There’s really is no better time to visit the falls, than right at this moment, says Desmond O’Connor, Head of kulula holidays. “We reckon the low-season, from October to January is ideal for seeing the rainbow’s hues in the spray of the falls, as well as the region’s renowned hospitality and outdoor activities. He suggests the following:
Take a cruise:
It’s become a right of passage for visitors to take one of the many sunset cruises offered on the vast stretch of river above the magical falls. There’s a good reason for the popularity: on this beautiful stretch of river, it’s common to see herds of elephants of all ages drinking, bathing and living their best natural lives out on the river. The mothers give birth to their young in huge numbers at this time of the year and watching the new-borns frolick in the water is an absolute delight. You’ll be close enough to hear the splashing of the hippos and the distinctive, contented, deep-bass rumbling of the elephants while sipping a sundowner. Some cruises offer a full dinner aboard.
The festive season (low season) has so much in store for those travelers who don’t want to get caught up in the total might of the great Zambezi but would still like a rush of adrenalin. Tourist excursions range from a morning in the waters of the Batoka Gorge, to five-night trips that combine fishing, game-watching, and camping without braving the Zambezi. There’s something for everything in the Victoria Falls.
Calling all adrenalin junkies:
Calling all adrenalin junkies, a number of operators on the Zimbabwe and Zambia side of Victoria Falls offer a variety of adventure sports, including bridge-swings, bungee-jumps, and zip-wire slides. All these take full advantage of the chasm carved by the river and allow for stomach-swooping fun, with a strong emphasis on safety. One option that’s less intense than the free-fall of bungee-jumping is the Flying Fox, where you slide along a zipline in a horizontal position, and as the name suggests, it feels a little like flying. With the water at its lowest, you might escape being soaked by the sprays.
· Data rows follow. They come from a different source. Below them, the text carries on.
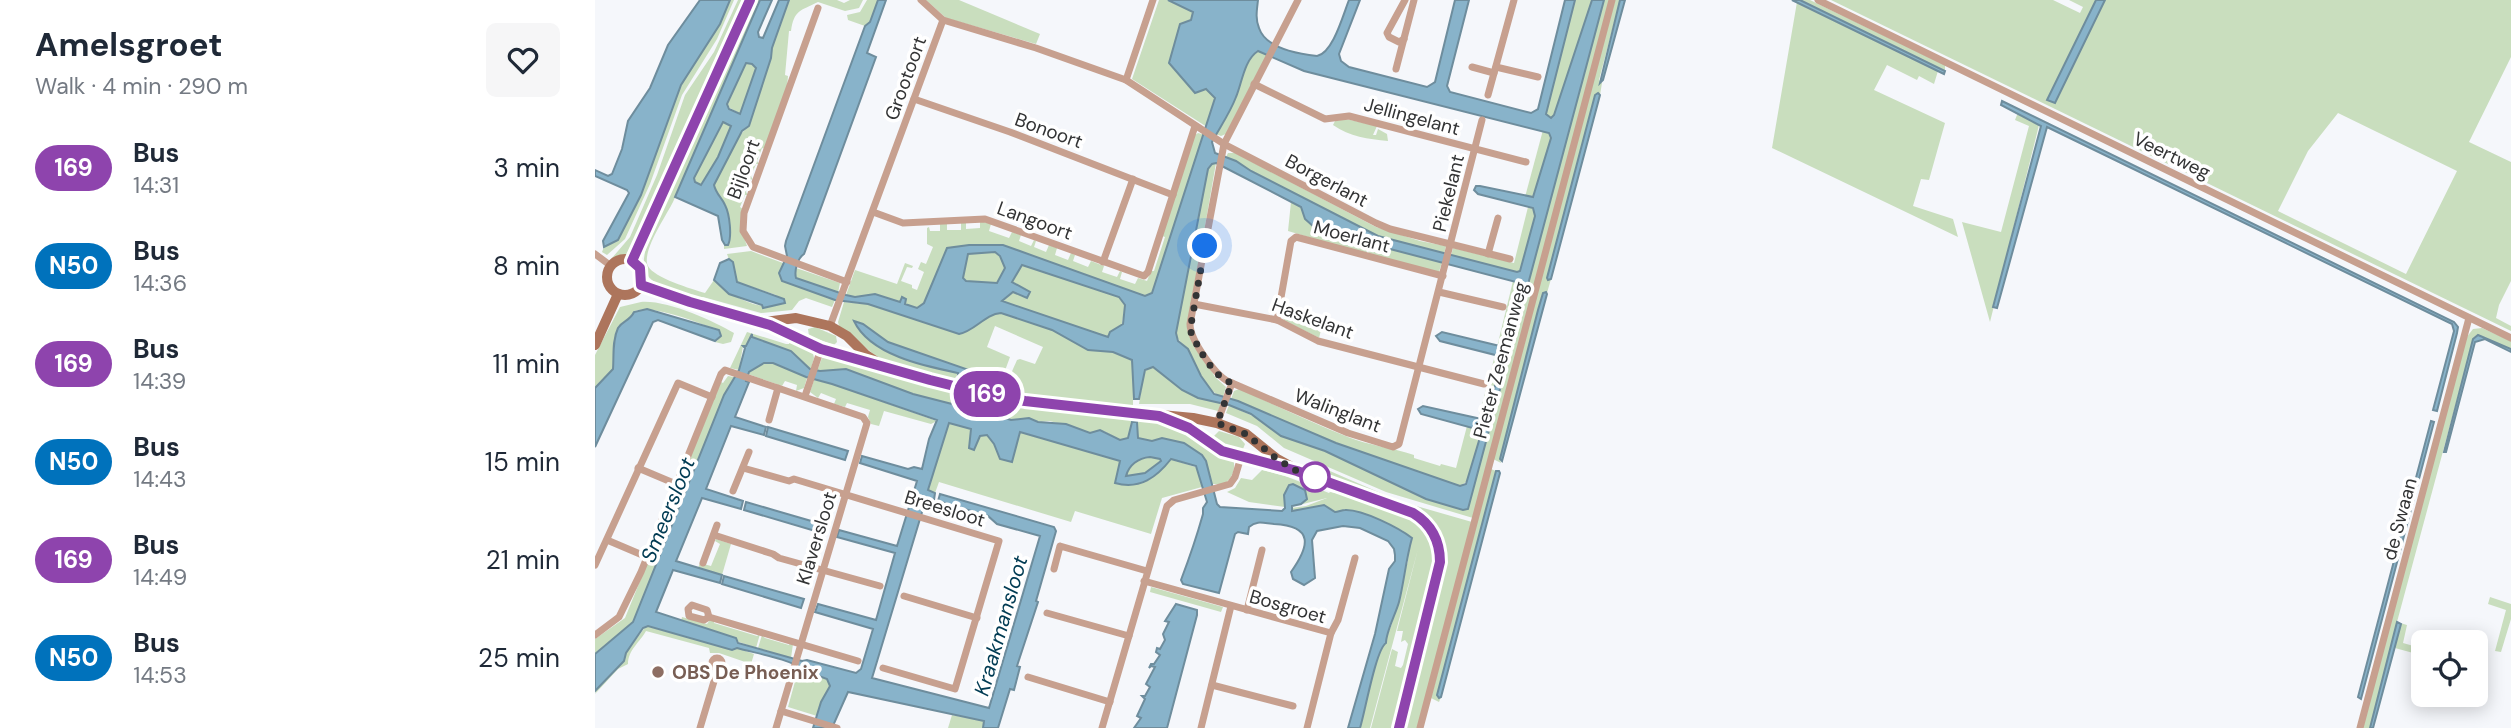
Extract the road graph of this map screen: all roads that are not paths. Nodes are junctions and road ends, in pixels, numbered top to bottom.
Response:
1 (750, 0) edge
2 (921, 0) edge
3 (1298, 0) edge
4 (1405, 0) edge
5 (1414, 0) edge
6 (1514, 0) edge
7 (1612, 0) edge
8 (1818, 0) edge
9 (1152, 1) edge
10 (818, 8) dead end
11 (943, 20) junction
12 (1404, 39) junction
13 (1472, 67) dead end
14 (1396, 69) dead end
15 (1495, 70) junction
16 (1538, 77) dead end
17 (1126, 80) junction
18 (1254, 84) junction
19 (1488, 95) dead end
20 (914, 99) junction
21 (1482, 120) dead end
22 (1199, 128) junction
23 (1221, 142) junction
24 (1475, 149) junction
25 (1526, 162) dead end
26 (1133, 179) junction
27 (1173, 195) junction
28 (873, 212) junction
29 (1498, 218) dead end
30 (1451, 246) junction
31 (595, 254) edge
32 (1488, 254) junction
33 (1510, 259) dead end
34 (632, 261) junction
35 (1103, 262) junction
36 (611, 266) junction
37 (1444, 273) junction
38 (641, 285) junction
39 (846, 285) junction
40 (1439, 292) junction
41 (618, 294) junction
42 (1194, 304) junction
43 (1503, 307) dead end
44 (2469, 318) junction
45 (1277, 320) junction
46 (810, 321) junction
47 (759, 322) junction
48 (830, 326) junction
49 (846, 336) junction
50 (2511, 338) edge
51 (805, 342) junction
52 (595, 345) edge
53 (826, 350) junction
54 (1420, 367) junction
55 (886, 368) junction
56 (1484, 384) dead end
57 (1230, 387) junction
58 (778, 388) junction
59 (805, 396) junction
60 (712, 397) junction
61 (1159, 416) junction
62 (769, 420) dead end
63 (1217, 423) junction
64 (1254, 439) junction
65 (1206, 442) junction
66 (749, 452) dead end
67 (1241, 457) junction
68 (638, 468) junction
69 (743, 468) junction
70 (1297, 471) junction
71 (676, 484) junction
72 (733, 491) dead end
73 (845, 494) junction
74 (717, 525) dead end
75 (714, 535) junction
76 (607, 540) junction
77 (1262, 550) dead end
78 (647, 557) junction
79 (1355, 558) dead end
80 (703, 563) dead end
81 (595, 565) edge
82 (1054, 569) dead end
83 (822, 571) junction
84 (1147, 571) junction
85 (1144, 581) junction
86 (880, 586) dead end
87 (904, 596) dead end
88 (1231, 606) junction
89 (1247, 610) junction
90 (1047, 613) dead end
91 (709, 617) dead end
92 (977, 618) junction
93 (1331, 633) junction
94 (595, 635) edge
95 (1129, 636) junction
96 (801, 644) junction
97 (858, 661) dead end
98 (718, 668) dead end
99 (883, 668) dead end
100 (764, 670) dead end
101 (1028, 677) dead end
102 (790, 678) junction
103 (1212, 685) junction
104 (1110, 702) junction
105 (1293, 706) dead end
106 (781, 711) junction
107 (700, 728) edge
108 (776, 728) edge
109 (837, 728) edge
110 (1102, 728) edge
111 (1201, 728) edge
112 (1307, 728) edge
113 (1399, 728) edge
114 (1420, 728) edge
115 (2360, 728) edge

1 - 34 street
2 - 11 street
3 - 18 street
4 - 12 street
5 - 12 street
6 - 15 street
7 - 114 street, Pieter Zeemanweg
8 - 44 street, Veertweg
9 - 17 street
10 - 39 street, Bijloort
11 - 17 street, Grootoort
11 - 20 street, Grootoort
12 - 14 street
13 - 15 street
15 - 16 street
15 - 19 street
17 - 22 street, Grootoort
18 - 23 street
18 - 24 street, Jellingelant
20 - 26 street, Bonoort
20 - 28 street, Grootoort
21 - 24 street, Piekelant
22 - 23 street, Borgerlant
22 - 27 street, Langoort
23 - 30 street, Borgerlant
23 - 42 street
24 - 25 street, Jellingelant
24 - 30 street, Piekelant
26 - 27 street, Bonoort
26 - 35 street
27 - 35 street, Langoort
28 - 35 street, Langoort
28 - 39 street, Grootoort
29 - 32 street
30 - 32 street, Piekelant
30 - 37 street, Walinglant
31 - 36 street
32 - 33 street, Piekelant
34 - 36 street
34 - 38 street
36 - 41 street
37 - 40 street, Walinglant
37 - 45 street, Moerlant
38 - 41 street
38 - 47 street
39 - 48 street, Grootoort
40 - 43 street
40 - 54 street, Walinglant
41 - 52 street
42 - 45 street, Haskelant
42 - 57 street
44 - 50 street, Veertweg
44 - 115 street, de Swaan
45 - 54 street, Haskelant
46 - 47 street
46 - 48 street
46 - 51 street
47 - 51 street
48 - 49 street
49 - 53 street
49 - 55 street
51 - 53 street
53 - 55 street
53 - 59 street
54 - 56 street
54 - 57 street, Walinglant
55 - 61 street
57 - 63 street
58 - 59 street, Klaversloot
58 - 60 street, Klaversloot
58 - 62 street
59 - 73 street, Klaversloot
60 - 68 street
60 - 71 street
61 - 63 street
61 - 65 street
63 - 64 street
63 - 65 street
64 - 67 street
64 - 70 street
65 - 67 street
66 - 69 street
67 - 70 street
67 - 84 street
68 - 71 street
68 - 76 street
69 - 72 street
69 - 73 street, Breesloot
70 - 113 street
71 - 78 street
73 - 83 street, Klaversloot
73 - 92 street, Breesloot
74 - 75 street
75 - 80 street
75 - 83 street
76 - 78 street
76 - 81 street
77 - 89 street
78 - 94 street
79 - 93 street
82 - 84 street
83 - 86 street
83 - 96 street, Klaversloot
84 - 85 street
85 - 88 street, Bosgroet
85 - 95 street
87 - 92 street
88 - 89 street, Bosgroet
88 - 103 street
89 - 93 street, Bosgroet
90 - 95 street
91 - 96 street
92 - 99 street, Breesloot
93 - 112 street, Bosgroet
95 - 104 street
96 - 97 street
96 - 102 street, Klaversloot
98 - 107 street
100 - 102 street
101 - 104 street
102 - 106 street, Klaversloot
103 - 105 street
103 - 111 street
104 - 110 street
106 - 108 street, Klaversloot
106 - 109 street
Lunch on Livingstone Island:
When the Zambezi River is high, 10 million liters of water rush over the lip of Victoria Falls each second, crashing down 108 meters below. Livingstone Island sits in the heart of this spray, on the brink of one of the Seven Natural Wonders of the World, and offers an experience only available when the water is at its lowest and the island is accessible. You’ll follow the footsteps of the explorers of yore as you tour the island, hear about its history, experience luxury dining, and soak up the sights.
It’s game time:
Game viewing peaks during the low-season months as water is scarce and hordes of animals gather around permanent water sources. This is also when migrant birds start to arrive, a boon for twitchers from across the world.
Catch the moonbow:
The falls can send mist up to 800m in the air, which can be seen from 50km away. You might see multiple rainbows, and if you’re fortunate enough to visit the falls at full moon there may even be a moonbow, a rainbow lit by the full moon: truly a memory to treasure. An Instagram dream image too!
Brave the Devil’s Pool:
Stout-hearted visitors can slip into a pool at the very edge of the cataract at Livingstone Island, and peer over the slippery lip of rock into the abyss. Heed the experienced guides who escort you there, take a deep breath and earn some serious bragging rights.
So, when have you booked your dates for?